Mending the Minnesota

A study of its basin paves the way for cleaner water everywhere

The Minnesota River's usually placid surface belies its status as a river —and a watershed—in need of help.

The river is naturally prone to heavy sediment loads. It runs through rich glacial deposits, in a channel carved by a catastrophic flood at the end of the last ice age, when a large lake formed by glacial meltwater gave way.

In the last century, however, its watershed has undergone dramatic changes as human activity has added to the river's burden of sediment and nutrients. And lately, climate change has been exerting its effects— notably, shorter, more intense storms that magnify inputs from erosion.

University of Minnesota researchers have been studying the watershed for years, seeking ways to stem the erosion that degrades water quality and robs the region of priceless farmland. In September the University received a five-year, $4.3 million Water Sustainability and Climate (WSC) grant from the National Science Foundation to lead a multiuniversity study to learn how climate, water and human land use interact in the watershed and develop tools to study similar situations nationwide.

The goal is to gather data specific enough to guide efforts to remedy problems and inform policies that support clean water. 

"This grant brings together some of the top scientists and engineers from across the country to study one of the most important issues of our time—water sustainability under climate and human stressors," says civil engineering professor Efi Foufoula-Georgiou, the lead researcher on the grant. "

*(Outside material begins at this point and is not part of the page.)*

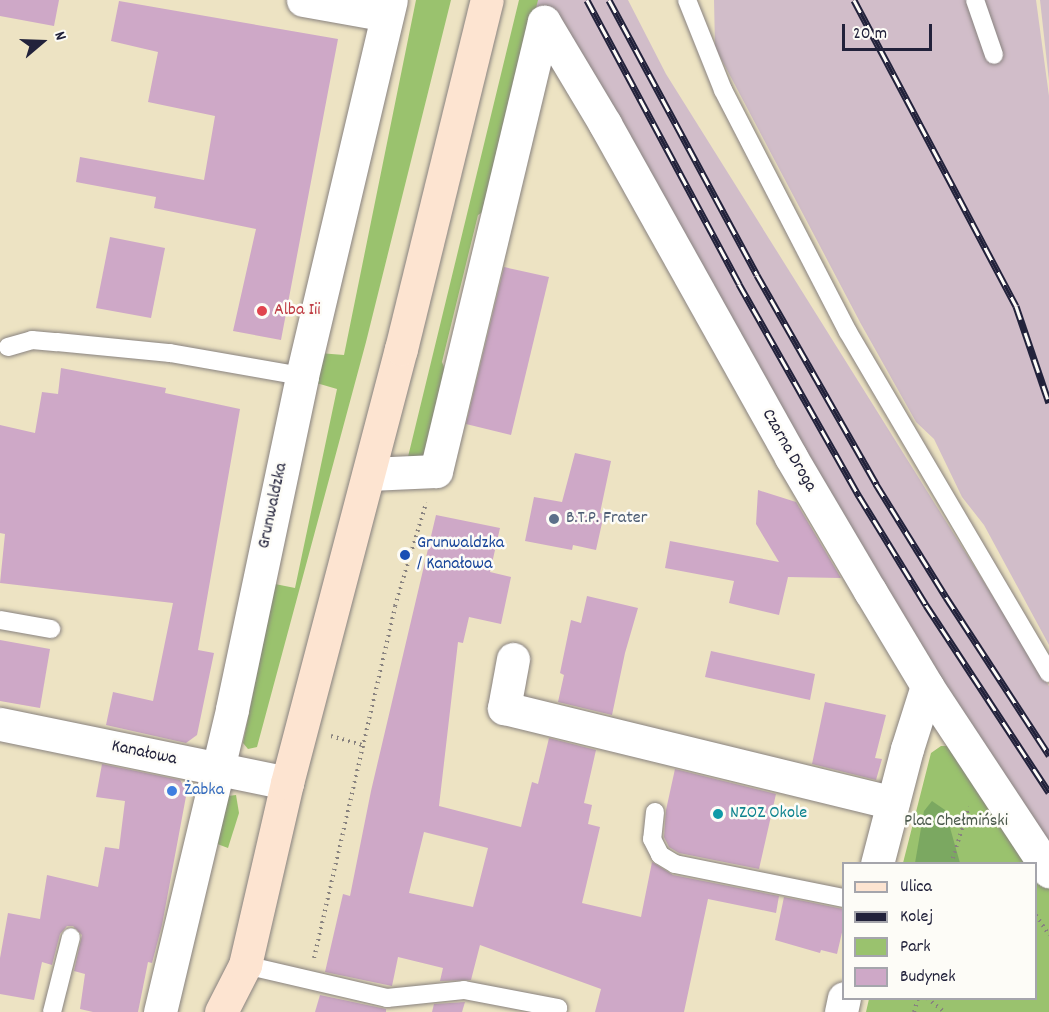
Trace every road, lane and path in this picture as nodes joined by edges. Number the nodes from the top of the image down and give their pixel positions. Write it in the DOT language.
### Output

Change is often inevitable, but if we can use the best of science to understand the 'workings of a system,' its complexities, feedbacks, and vulnerabilities to change, we are halfway toward sustainability. The other half is working with decision- and policy-makers to implement science-based solutions." 

Water, water everywhere

The Minnesota basin is a prime model for this kind of study because its waters are highly degraded. It also presents a golden opportunity to study how to deal with difficult, universal questions about how to restore the health of a major waterway while preserving prime agricultural capacity. One question under scrutiny is how the effects of an extensive network of drain pipes and tiles that move excess water from agricultural areas to streams interact with the effects of higher precipitation brought on by climate change. 

"With climate change, more water is coming in, then tile drains move it out very rapidly," says WSC researcher Jacques Finlay, an associate professor of ecology, evolution and behavior. This and other factors lead to "more water moving out, and more erosive power. [WSC researcher Patrick] Belmont has shown that these [stream] banks are a major source of sediment in the river." 

Finlay credits Belmont, a former postdoc with the U of M's National Center for Earth-surface Dynamics, with laying much of the groundwork for the current study.

"Our study shows that Minnesota farmers have made great strides in reducing soil erosion through better tillage and conservation practices," says Belmont, now an assistant professor of watershed sciences at Utah State University. "Drain tiles have likely helped reduce soil erosion by reducing soil moisture, which has the effect of increasing rainfall infiltration into the soil—and thus minimizing surface water runoff.

"In addition, we need to recognize that drainage is essential for maintaining high crop productivity. So we need to come up with a solution that continues to allow these benefits—reduced soil erosion and increased agricultural productivity—but reduces high flows." Possibilities, he says, include controlled drainage, wetland restoration, and detention basins.

Flowing forward

The WSC researchers will employ a variety of methods to identify features of the watershed that are most sensitive to change from different sources and the most effective land and water management practices to manage changes. Field work begins this summer and will include, for example, collecting sediment cores from flood plains to see how patterns of sediment deposition have changed over long periods of time. 

"Sediment is a major stressor in streams," says Finlay, whose focus is food webs and ecosystem processes. "We want to address impacts on local streams, which are sensitive to fine sediments. They degrade spawning habitat. [My team and I] want to know what limits the food energy from primary producers like algae and microbes from moving through the web all the way to fish." 

The WSC researchers will look for tipping points (thresholds) in the responses of physical or biological systems to change. Knowing how much change organisms and streams can tolerate will be valuable in applying this research to other riverine systems.

"There are some real costs to things that are happening now, like too much erosion and nutrient leakage, and we need to decide as a society how to deal with them," says Finlay. "Those costs haven't been factored into land management decisions as much as they should."

"Key to any sustainability study are models of how water, sediment and organisms interact," says Foufoula-Georgiou. "Over the long term, they must predict how changing one part of the system changes another part and anticipate critical thresholds and the fact that interactions may amplify change. Our team aims to develop such a predictive framework for the Minnesota River Basin that is also transferable to other sites."